Mais de R$ 80 milhões podem ter saído dos contracheques de servidores públicos do Distrito Federal por meio de cobranças classificadas como “taxas”. A suspeita motivou a Operação Juro Zero, deflagrada nesta sexta-feira (19). Entre os alvos estão o ex-presidente do Banco de Brasília (BRB), Paulo Henrique Costa, o ex-secretário de Economia do DF, Ney Ferraz, e o diretor do PicPay, Eduardo Chedid Simões.

Ao todo, as equipes cumpriram 50 mandados de busca e apreensão em Brasília, São Paulo e Curitiba. Além disso, a Justiça bloqueou quase R$ 90 milhões em contas ligadas ao PicPay e à Associação dos Servidores Públicos do Distrito Federal. Não houve prisões.

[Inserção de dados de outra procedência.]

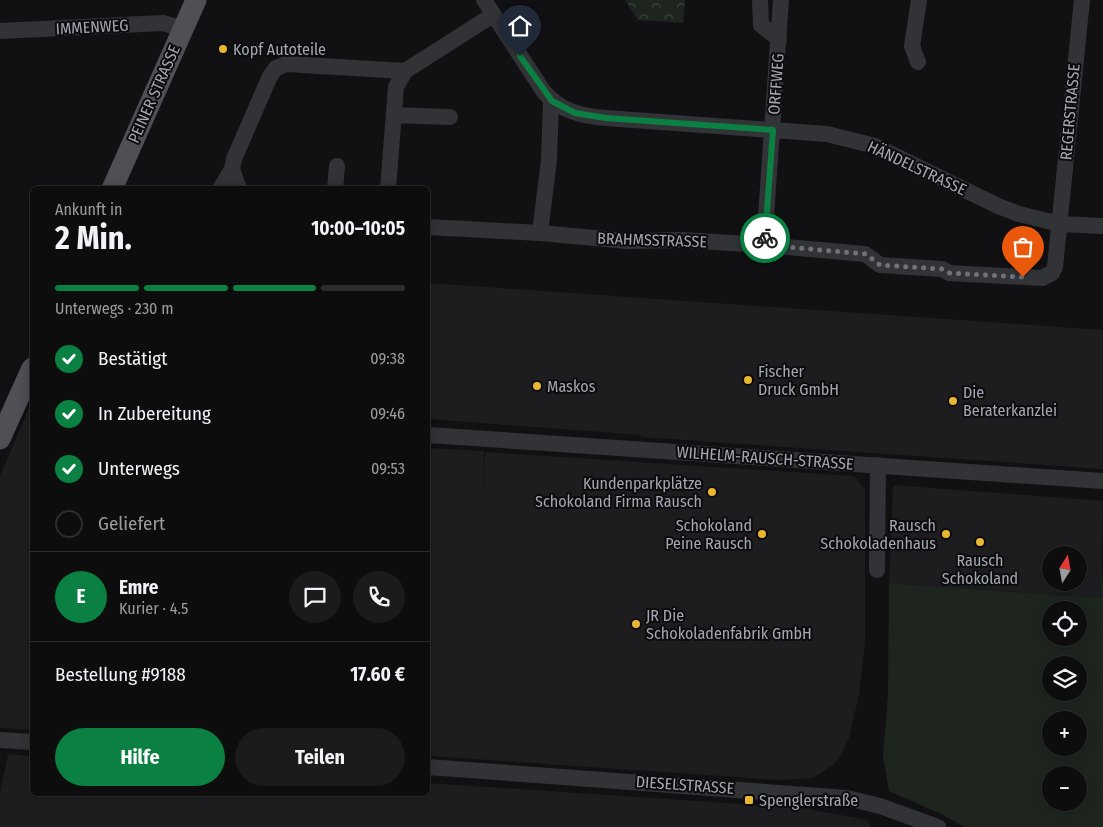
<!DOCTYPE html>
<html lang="de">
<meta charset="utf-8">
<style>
body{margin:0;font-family:"Fira Sans Condensed",sans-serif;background:#1b1b1c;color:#f1f3f6;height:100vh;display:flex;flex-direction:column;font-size:19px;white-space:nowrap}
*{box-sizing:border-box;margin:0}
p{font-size:16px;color:#9a9c9e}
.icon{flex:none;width:28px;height:28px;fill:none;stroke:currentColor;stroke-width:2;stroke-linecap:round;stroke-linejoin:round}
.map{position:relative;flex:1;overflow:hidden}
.side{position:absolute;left:30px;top:186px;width:400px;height:610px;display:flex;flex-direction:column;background:#0d0d0e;border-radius:8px;box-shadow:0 2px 12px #0003,0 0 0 1px #2d2d2e}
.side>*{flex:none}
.needle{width:32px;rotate:11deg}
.tools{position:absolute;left:1042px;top:546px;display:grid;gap:10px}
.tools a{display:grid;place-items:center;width:45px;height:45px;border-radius:50%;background:#0d0d0e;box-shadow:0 2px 12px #0003,0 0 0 1px #2d2d2e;font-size:25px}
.pin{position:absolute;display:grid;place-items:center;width:42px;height:42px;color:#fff;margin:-51px -21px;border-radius:50% 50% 50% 0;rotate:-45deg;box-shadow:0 0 5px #0007}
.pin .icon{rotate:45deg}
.courier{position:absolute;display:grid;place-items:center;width:50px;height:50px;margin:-25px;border:4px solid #0b8043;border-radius:50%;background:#fff;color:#222;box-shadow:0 1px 6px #0007}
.head em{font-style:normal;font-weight:700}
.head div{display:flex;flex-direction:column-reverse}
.head{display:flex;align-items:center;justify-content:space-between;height:85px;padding:0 25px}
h1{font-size:32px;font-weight:700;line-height:38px}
.bar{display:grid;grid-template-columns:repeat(4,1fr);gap:8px 5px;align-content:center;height:60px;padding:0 25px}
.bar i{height:6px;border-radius:4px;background:#2d2d2e}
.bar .selected{background:#0b8043}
.bar p{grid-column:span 4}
.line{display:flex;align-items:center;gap:12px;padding:0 25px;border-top:1px solid #2d2d2e}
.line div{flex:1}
.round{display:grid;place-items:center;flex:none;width:52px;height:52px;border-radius:26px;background:#1b1b1c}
ol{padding:0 25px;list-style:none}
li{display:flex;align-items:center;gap:15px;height:55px}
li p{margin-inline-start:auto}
li .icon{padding:5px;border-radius:50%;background:#0b8043;color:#fff;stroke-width:4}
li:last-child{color:#9a9c9e}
li i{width:28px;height:28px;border:2px solid #2d2d2e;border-radius:50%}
.button{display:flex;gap:10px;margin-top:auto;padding:10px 25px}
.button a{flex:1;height:58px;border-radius:30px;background:#0b8043;color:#fff;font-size:20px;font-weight:700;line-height:58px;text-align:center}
.button a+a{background:#1b1b1c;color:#f1f3f6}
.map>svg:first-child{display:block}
</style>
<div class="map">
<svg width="1103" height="827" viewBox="0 0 1103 827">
<defs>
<pattern id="park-crowns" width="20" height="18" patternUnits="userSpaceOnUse" patternTransform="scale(1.25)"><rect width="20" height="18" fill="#1e251f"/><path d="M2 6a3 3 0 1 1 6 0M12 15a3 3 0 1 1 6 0" fill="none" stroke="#3c423d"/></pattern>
</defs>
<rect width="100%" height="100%" fill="#111113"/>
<path fill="#1d1d1f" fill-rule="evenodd" d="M428 283 1103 330V469L641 437V435L428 419Z
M32 401V730L0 728V476Z
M428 448 484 451V493L485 452 854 476 865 490V642L859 695 849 738 842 753 834 764 813 778 779 780 428 756Z
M893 485 1103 501 1102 598 889 583ZM1051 555H1079V582H1051Z
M8 754 32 756V794H428V783L802 808 868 820 870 827H0V793Z"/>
<path fill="#1e251f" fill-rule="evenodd" d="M1103 569V827H965L941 814 889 791 883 755 888 696 889 583 1101 598ZM1051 610H1079V638H1051ZM1051 665H1079V692H1051ZM1051 720H1079V748H1051ZM1051 775H1079V802H1051Z"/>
<path fill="url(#park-crowns)" d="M625 0H685L683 23 638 20Z"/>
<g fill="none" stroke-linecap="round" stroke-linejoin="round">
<path stroke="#323337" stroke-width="16" d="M484 0 544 92C560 111 581 116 606 118L827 134 875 146 998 206 1019 214 1060 224 1103 226
M760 0 761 25 779 39
M0 31 163 23 183 29
M918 62 912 46 919 0
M551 101 549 160 540 233 627 241 683 240 764 245 865 254 880 265 942 269 949 273 1042 278 1052 273 1055 267 1082 0
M394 115 450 117
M220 189 232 169
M239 189 232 169 234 159 270 76 276 68 286 64 405 71
M335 189 337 166
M388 189 396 87 405 71 493 15
M428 227 540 233
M764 245 781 0
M428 435 1103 481
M877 570 878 465
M0 740 32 742
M428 767 847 798 880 806 938 827"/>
<path stroke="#4e5056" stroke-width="21" d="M112 189 196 0
M0 439 32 368"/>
</g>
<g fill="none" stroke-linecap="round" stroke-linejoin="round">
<path stroke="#70727b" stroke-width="5" stroke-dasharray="0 9" d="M765 238 764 245 866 254 880 265 942 269 949 273 1023 277"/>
<path stroke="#0b8043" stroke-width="6" d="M520 56 552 101 575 113 606 118 773 130 765 238"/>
</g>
<g fill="#eab732" stroke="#0c0c0d" stroke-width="2">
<circle cx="223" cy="49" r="5"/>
<circle cx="748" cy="380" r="5"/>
<circle cx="537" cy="386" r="5"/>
<circle cx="953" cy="401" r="5"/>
<circle cx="712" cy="492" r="5"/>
<circle cx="762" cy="534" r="5"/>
<circle cx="946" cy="534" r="5"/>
<circle cx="980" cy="542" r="5"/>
<circle cx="636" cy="624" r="5"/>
<rect x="744" y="795" width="10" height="10" rx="2.5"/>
</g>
<g text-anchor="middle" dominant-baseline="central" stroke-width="4" stroke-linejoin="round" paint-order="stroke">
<g font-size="16" fill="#a3a7b3" stroke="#0c0c0d">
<text transform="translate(92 27) rotate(-3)">IMMENWEG</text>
<text transform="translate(776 84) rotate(-86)">ORFFWEG</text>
<text transform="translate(154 94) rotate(-66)">PEINER STRASSE</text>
<text transform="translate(1070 112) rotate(-85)">REGERSTRASSE</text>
<text transform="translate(917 168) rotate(25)">HÄNDELSTRASSE</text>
<text transform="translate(652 240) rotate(2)">BRAHMSSTRASSE</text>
<text transform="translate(765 458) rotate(4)">WILHELM-RAUSCH-STRASSE</text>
<text transform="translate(685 785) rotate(4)">DIESELSTRASSE</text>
</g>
<g font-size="16" fill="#a3a7b3" stroke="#0c0c0d" text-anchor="start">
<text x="233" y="49">Kopf Autoteile</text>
<text x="758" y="371">Fischer<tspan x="758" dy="18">Druck GmbH</tspan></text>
<text x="547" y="386">Maskos</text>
<text x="963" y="392">Die<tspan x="963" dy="18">Beraterkanzlei</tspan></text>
<text x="702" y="483" text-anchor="end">Kundenparkplätze<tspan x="702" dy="18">Schokoland Firma Rausch</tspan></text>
<text x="752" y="525" text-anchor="end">Schokoland<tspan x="752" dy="18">Peine Rausch</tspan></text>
<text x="936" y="525" text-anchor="end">Rausch<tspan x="936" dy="18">Schokoladenhaus</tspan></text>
<text x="980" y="560" text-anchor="middle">Rausch<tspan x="980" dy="18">Schokoland</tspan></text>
<text x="646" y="615">JR Die<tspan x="646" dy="18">Schokoladenfabrik GmbH</tspan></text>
<text x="759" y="800">Spenglerstraße</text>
</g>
</g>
</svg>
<div class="tools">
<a><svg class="needle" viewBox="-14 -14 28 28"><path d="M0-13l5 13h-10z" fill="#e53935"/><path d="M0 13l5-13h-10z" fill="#9a9c9e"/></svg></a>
<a><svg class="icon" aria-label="locate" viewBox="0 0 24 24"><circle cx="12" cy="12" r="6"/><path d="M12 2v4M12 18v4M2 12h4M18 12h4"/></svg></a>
<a><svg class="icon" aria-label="layers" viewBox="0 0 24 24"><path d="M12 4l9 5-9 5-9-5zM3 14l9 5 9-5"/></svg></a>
<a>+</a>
<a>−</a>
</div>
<div class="pin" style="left:1023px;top:277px;background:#ea580c"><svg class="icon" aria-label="bag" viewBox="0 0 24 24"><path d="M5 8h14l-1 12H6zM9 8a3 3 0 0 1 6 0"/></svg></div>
<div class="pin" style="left:520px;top:56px;background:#1f2937"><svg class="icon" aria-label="home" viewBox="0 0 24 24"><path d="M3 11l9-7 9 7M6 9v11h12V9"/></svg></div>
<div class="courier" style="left:765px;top:238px"><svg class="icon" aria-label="bike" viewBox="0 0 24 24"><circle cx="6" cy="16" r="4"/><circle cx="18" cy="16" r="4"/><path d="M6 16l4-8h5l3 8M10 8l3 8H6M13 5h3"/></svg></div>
<section class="side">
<div class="head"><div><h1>2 Min.</h1><p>Ankunft in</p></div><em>10:00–10:05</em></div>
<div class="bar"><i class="selected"></i><i class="selected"></i><i class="selected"></i><i></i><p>Unterwegs · 230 m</p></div>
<ol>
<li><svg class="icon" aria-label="check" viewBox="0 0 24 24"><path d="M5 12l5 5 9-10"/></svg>Bestätigt<p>09:38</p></li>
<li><svg class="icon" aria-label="check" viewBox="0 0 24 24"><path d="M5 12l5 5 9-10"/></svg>In Zubereitung<p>09:46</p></li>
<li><svg class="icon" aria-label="check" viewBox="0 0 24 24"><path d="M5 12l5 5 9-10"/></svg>Unterwegs<p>09:53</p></li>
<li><i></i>Geliefert</li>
</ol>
<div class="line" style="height:90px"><b class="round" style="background:#0b8043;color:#fff">E</b><div><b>Emre</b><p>Kurier · 4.5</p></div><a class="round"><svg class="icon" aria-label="chat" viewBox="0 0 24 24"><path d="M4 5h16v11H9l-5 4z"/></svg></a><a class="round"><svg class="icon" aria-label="phone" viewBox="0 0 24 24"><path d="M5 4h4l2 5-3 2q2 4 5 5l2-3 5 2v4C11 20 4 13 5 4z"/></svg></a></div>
<div class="line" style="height:65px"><div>Bestellung #9188</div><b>17.60 €</b></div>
<div class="button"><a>Hilfe</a><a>Teilen</a></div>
</section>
</div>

Segundo a investigação, os descontos ocorreram dentro de um modelo de antecipação salarial oferecido aos servidores do governo distrital. Conforme os investigadores, empresas retiravam valores diretamente dos contracheques sob a rubrica de “taxas”. No entanto, os responsáveis apresentavam o serviço como uma operação sem juros.

Descontos começaram após mudança nas regras

De acordo com os investigadores, o esquema surgiu após a publicação de um decreto distrital, em agosto de 2024, que tratava da concessão de crédito consignado. Poucos dias depois, o PicPay manifestou interesse em operar a folha de pagamento dos servidores do Distrito Federal e oferecer serviços de antecipação salarial.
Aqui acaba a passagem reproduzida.